New DIY MTM Towers designed by Dennis Murphy and Paul Kittinger

R

roadrune

Audioholic
Thanks to Swerd for emailing me plans!

I have some questions though, sorry if some of them have been answered, but i cant remember seeing it (i have read the entire thread).

1. Would it affect the sound if i built them in solid 26mm (aprox 1") oak? I would naturally keep the internal dimensions the same.
2. Would it make sense to use 4 binding posts for each speaker for bi-amping, connecting tweeter and woofers seperate?
3. The plans say unflared port, would it be better with a flared, if so flared in one or both ends?
 
Swerd

Swerd

Audioholic Warlord
1. Would it affect the sound if i built them in solid 26mm (aprox 1") oak? I would naturally keep the internal dimensions the same.
As long as the internal dimensions are the same as in the plans, it does not matter how thick the materials are. In the USA ¾" (19mm) thick medium density fiberboard (MDF) is commonly available. Two layers are used where the drivers are mounted on the front, but ¾" thick MDF for the rest of the cabinet is good enough. You will find that these cabinets are very heavy, and using thicker MDF will be much heavier. Internal cross braces are more effective at minimizing cabinet resonance, than using thicker layers of wood.

Solid oak or other hardwood should not be used for two different reasons. Hardwoods when stimulated by speakers have frequencies at which they naturally resonate. These vibrations color the sound. This may be desired in a musical instrument, but not in loudspeakers. MDF or good quality plywood, such as Baltic Birch, are much less resonant. The other reason is that hardwoods all absorb water vapor. They will shrink in the dry winter and expand in the more humid summer weather. A well constructed speaker cabinet, with 6 sides, cannot adapt to these changes in dimensions. As the hardwood expands and shrinks, the wood will crack and eventually split open. MDF or plywood do not change dimensions as the weather changes.

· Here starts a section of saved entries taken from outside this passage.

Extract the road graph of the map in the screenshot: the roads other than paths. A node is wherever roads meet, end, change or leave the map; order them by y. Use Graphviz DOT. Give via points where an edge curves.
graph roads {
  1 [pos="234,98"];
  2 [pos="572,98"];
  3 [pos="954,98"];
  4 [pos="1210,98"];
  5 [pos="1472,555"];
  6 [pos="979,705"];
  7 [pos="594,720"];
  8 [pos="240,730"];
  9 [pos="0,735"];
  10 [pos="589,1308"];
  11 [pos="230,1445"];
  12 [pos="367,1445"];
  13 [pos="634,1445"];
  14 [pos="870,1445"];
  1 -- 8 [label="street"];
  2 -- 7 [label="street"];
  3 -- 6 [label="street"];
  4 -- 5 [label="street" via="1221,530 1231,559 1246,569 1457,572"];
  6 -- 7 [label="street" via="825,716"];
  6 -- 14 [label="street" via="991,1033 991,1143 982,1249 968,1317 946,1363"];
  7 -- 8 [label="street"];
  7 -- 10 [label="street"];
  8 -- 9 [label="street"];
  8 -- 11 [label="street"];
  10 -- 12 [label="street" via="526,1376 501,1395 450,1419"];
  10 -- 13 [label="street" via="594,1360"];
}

If you want an oak finish, I suggest you use oak veneer. MDF is flat and smooth and provides a good surface for veneer, and it doesn't expand and shrink as the weather changes. In the USA, good quality plywood with an oak outer layer is also available. I don't know what is available in Norway.
2. Would it make sense to use 4 binding posts for each speaker for bi-amping, connecting tweeter and woofers seperate?
Yes, you could use 4 binding posts. You would wire the woofer and tweeter networks separately to each pair of posts. Although this is commonly advocated in audio, there is no real advantage for this. However, if you build these speakers, you are free to build it as you like.

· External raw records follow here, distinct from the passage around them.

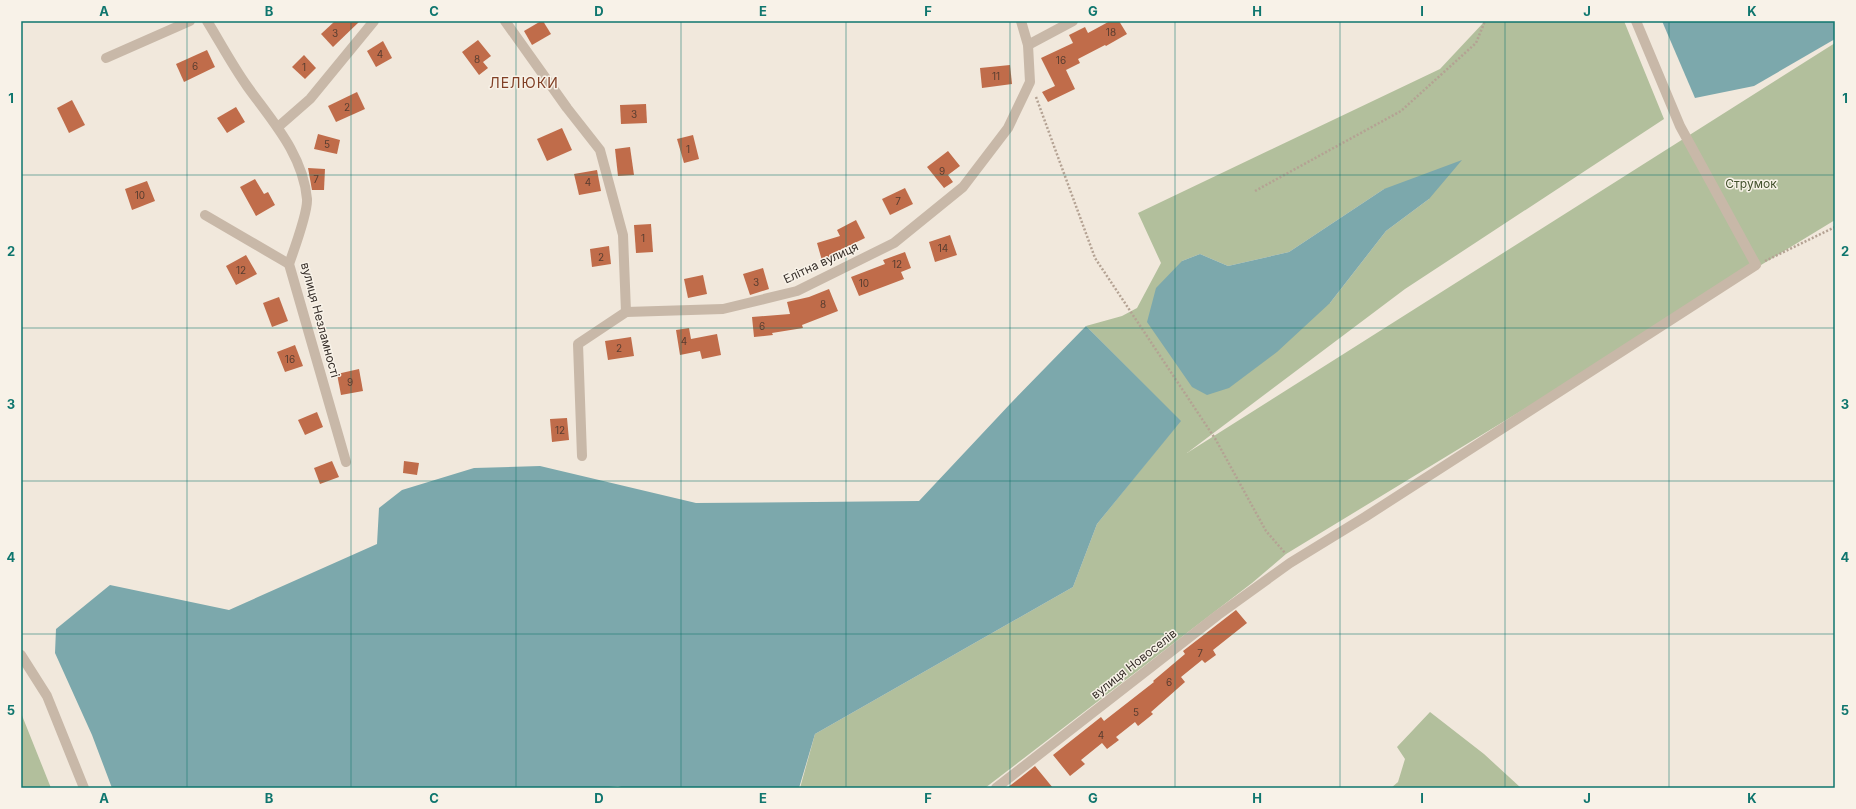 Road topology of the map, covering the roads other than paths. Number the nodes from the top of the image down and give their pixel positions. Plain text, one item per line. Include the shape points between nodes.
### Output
1 (190, 21) edge
2 (207, 21) edge
3 (374, 21) edge
4 (505, 21) edge
5 (1021, 21) edge
6 (1073, 21) edge
7 (1636, 21) edge
8 (1028, 45) junction
9 (106, 58) dead end
10 (278, 127) junction
11 (205, 215) dead end
12 (289, 264) junction
13 (626, 312) junction
14 (582, 456) dead end
15 (346, 462) dead end
16 (21, 655) edge
17 (84, 788) edge
18 (996, 788) edge

1 - 9 street
2 - 10 street, вулиця Незламності via 246,85
3 - 10 street via 310,99
4 - 13 street via 600,150 623,235
5 - 8 street, Елітна вулиця
6 - 8 street
7 - 18 street, вулиця Новоселів via 1680,126 1756,265 1290,563 1218,615
8 - 13 street, Елітна вулиця via 1030,82 1008,128 963,186 894,243 796,291 723,310
10 - 12 street, вулиця Незламності via 300,166 307,201
11 - 12 street
12 - 15 street, вулиця Незламності
13 - 14 street via 578,344
16 - 17 street via 48,696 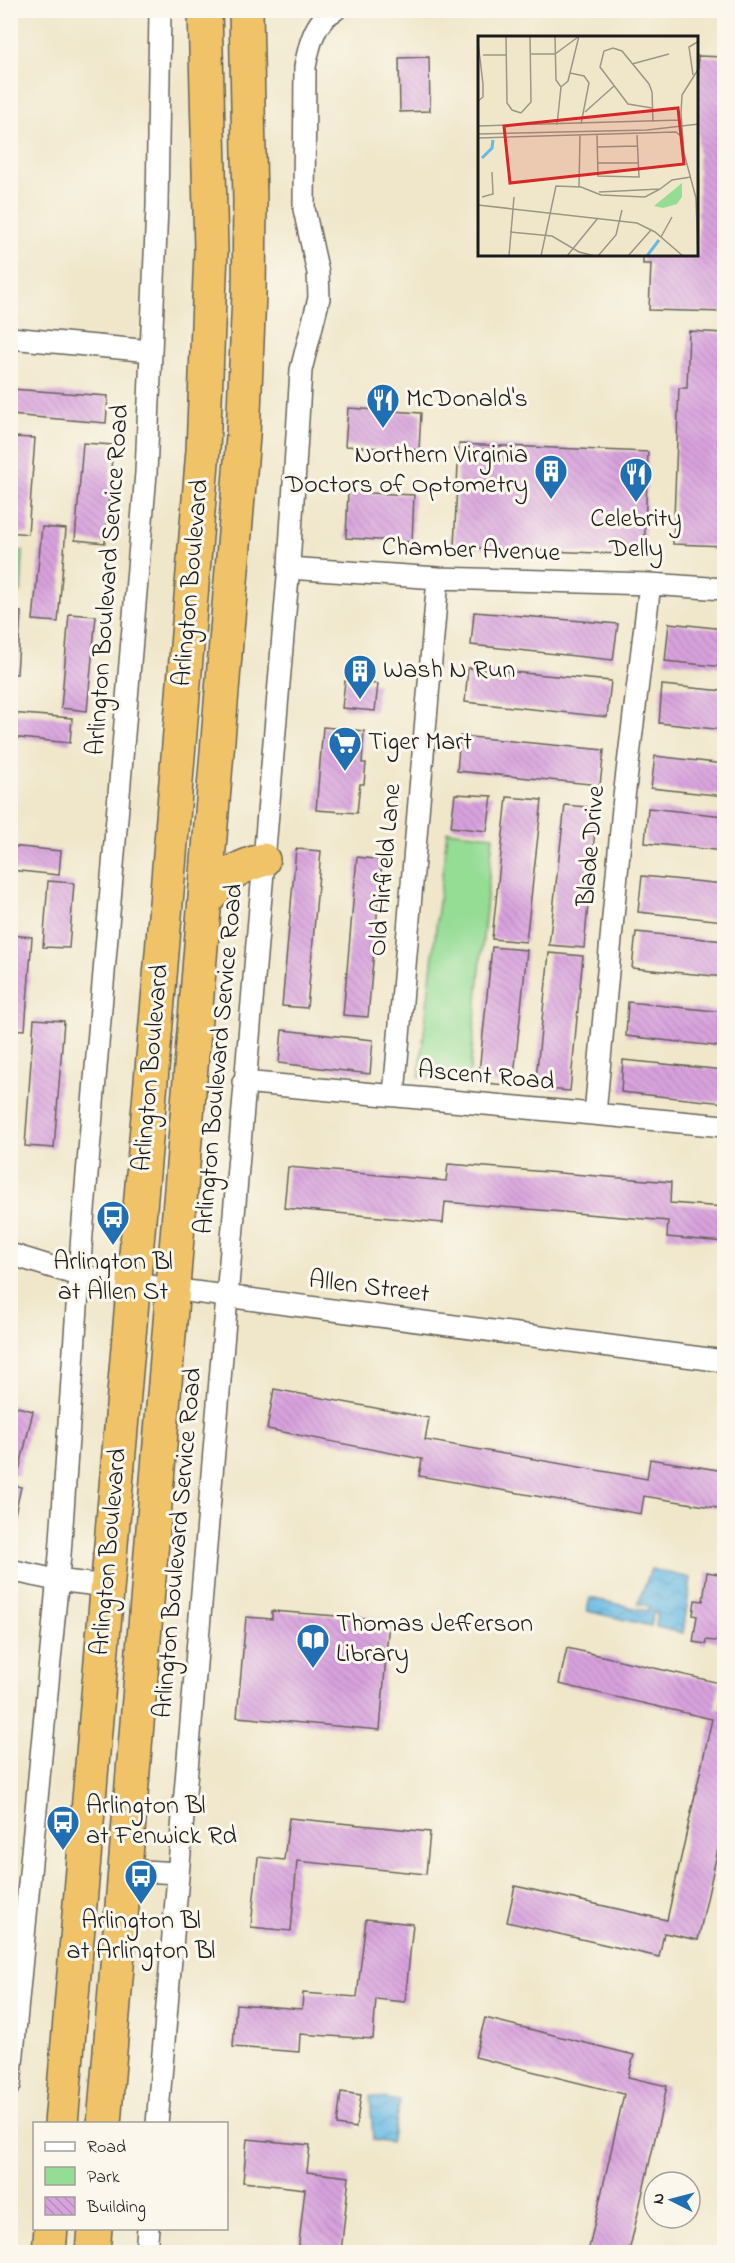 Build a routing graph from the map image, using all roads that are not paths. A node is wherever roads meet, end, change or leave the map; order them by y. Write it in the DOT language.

These speakers do not require powerful amplifiers – any amp that delivers an honest 50 watts will easily drive these speakers. And there are many home theater receivers available with about 100 watts per channel. The ER18 MTM speakers can easily handle much greater power, but they do not require it. I personally don't think bi-amping would provide any audible benefit.
3. The plans say unflared port, would it be better with a flared, if so flared in one or both ends?
Yes, you can use a flared port. The plans do describe that somewhere. According to the predicted bass response, it should not make an audible difference, but if you wish to use a flared port it will not cost much more.
  • Ports tubes are 3" (76mm) diameter
  • If not flared, the tube is 2¾" (70mm) long.
  • If flared on one end, the tube is 3¼" (83mm) long.
  • If flared on both ends, the tube is 3¾" (92mm) long.
 
R

roadrune

Audioholic
Thanks.

Then i'll stand clear of oak and go for veneer.

I'm thinking bi-amp since my plan is to build a 7-channel amp, and a cheap and great diy amp is the 2x50w 3116, so i thought i could use 7 of those were i use the same input for 2 and 2 channels, making it 7-channels in but 14 outputs divided in 7 channels (hope this is possible to understand)
 
Swerd

Swerd

Audioholic Warlord
I'm thinking bi-amp since my plan is to build a 7-channel amp, and a cheap and great diy amp is the 2x50w 3116, so i thought i could use 7 of those were i use the same input for 2 and 2 channels, making it 7-channels in but 14 outputs divided in 7 channels (hope this is possible to understand)
That sounds interesting. I wish I knew more about building electronic components, but I'm afraid I don't. I only know about building speakers :). I know this project will be difficult at times, but I also hope it's fun and rewarding for you.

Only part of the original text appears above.